The Faculty of Engineering also has a range of state-of-the-art facilities, including:
• A Yacht Research Unit which has been involved in the design and testing of boats competing in the America’s Cup, Volvo Ocean Race, and many other regattas since its inception in 1987.
• Twisted Flow Wind Tunnel.
• Boundary Layer Wind Tunnel.
• Centre for Advanced Composite Materials.
• Light Metals Research Centre.
Students also have the opportunity to work alongside researchers with associated interests such as polymers, coatings, dynamic positioning and embedded systems.
To add a practical sailing dimension onto their degree studies, students are just up the road from the unique Auckland sailing environment which offers everything from being able to work with top Olympic sailors, to America’s Cup and Volvo Ocean race projects, superyacht construction, sail design and manufacture, spar design and manufacture, and rigging - all within a 10km radius of the University. The Royal New Zealand Yacht Squadron, which operates its renowned youth training program – producing many top America’s Cup and Volvo Ocean race crews and helmsmen – is just 5kms from the University.
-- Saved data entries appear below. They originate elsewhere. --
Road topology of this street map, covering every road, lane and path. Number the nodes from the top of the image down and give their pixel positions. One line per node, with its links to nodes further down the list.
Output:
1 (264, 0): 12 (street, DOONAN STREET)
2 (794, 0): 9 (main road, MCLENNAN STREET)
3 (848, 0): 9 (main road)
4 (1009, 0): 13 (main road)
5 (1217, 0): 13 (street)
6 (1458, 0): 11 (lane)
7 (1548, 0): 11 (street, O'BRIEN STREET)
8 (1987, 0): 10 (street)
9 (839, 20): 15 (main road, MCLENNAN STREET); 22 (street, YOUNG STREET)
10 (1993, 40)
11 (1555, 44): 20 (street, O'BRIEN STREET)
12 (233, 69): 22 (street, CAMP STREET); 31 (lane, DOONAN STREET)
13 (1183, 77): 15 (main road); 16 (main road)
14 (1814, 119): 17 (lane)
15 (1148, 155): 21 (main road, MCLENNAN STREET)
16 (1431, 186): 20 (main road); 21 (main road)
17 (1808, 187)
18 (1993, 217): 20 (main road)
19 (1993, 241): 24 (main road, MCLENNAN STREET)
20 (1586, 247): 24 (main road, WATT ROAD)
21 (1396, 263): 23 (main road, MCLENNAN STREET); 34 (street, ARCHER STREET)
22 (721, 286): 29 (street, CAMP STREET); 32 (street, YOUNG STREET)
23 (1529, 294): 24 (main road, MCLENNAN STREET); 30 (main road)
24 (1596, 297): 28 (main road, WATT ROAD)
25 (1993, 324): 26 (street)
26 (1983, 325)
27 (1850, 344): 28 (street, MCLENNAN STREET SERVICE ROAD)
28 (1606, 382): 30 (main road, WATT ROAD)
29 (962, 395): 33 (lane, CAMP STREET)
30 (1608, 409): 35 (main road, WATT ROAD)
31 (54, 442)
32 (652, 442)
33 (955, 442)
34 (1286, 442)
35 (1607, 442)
David le Pelly, now a member of Emirates Team NZ's design team responsible for Aero and Instrumentation gives a tour of the Auckland facility (apologies for the audio acoustics>
Ranked in the top 1% of world Universities, many international students travel to Auckland to study at the Faculty of Engineering because of the unique facilities it offers and environment in which it is located.
In this video, international student Fredrick Gerhardt, doing a PhD in Mechanical Engineering at the University of Auckland, explains why he came to New Zealand.
Ben Goodwin, a three times NZ representative at ISAF Youth Worlds, in the Hobie 16, 29er and 420 before moving onto the 470 and now the 49er explains his 470 project with fellow University of Auckland student, Tarou Shiota..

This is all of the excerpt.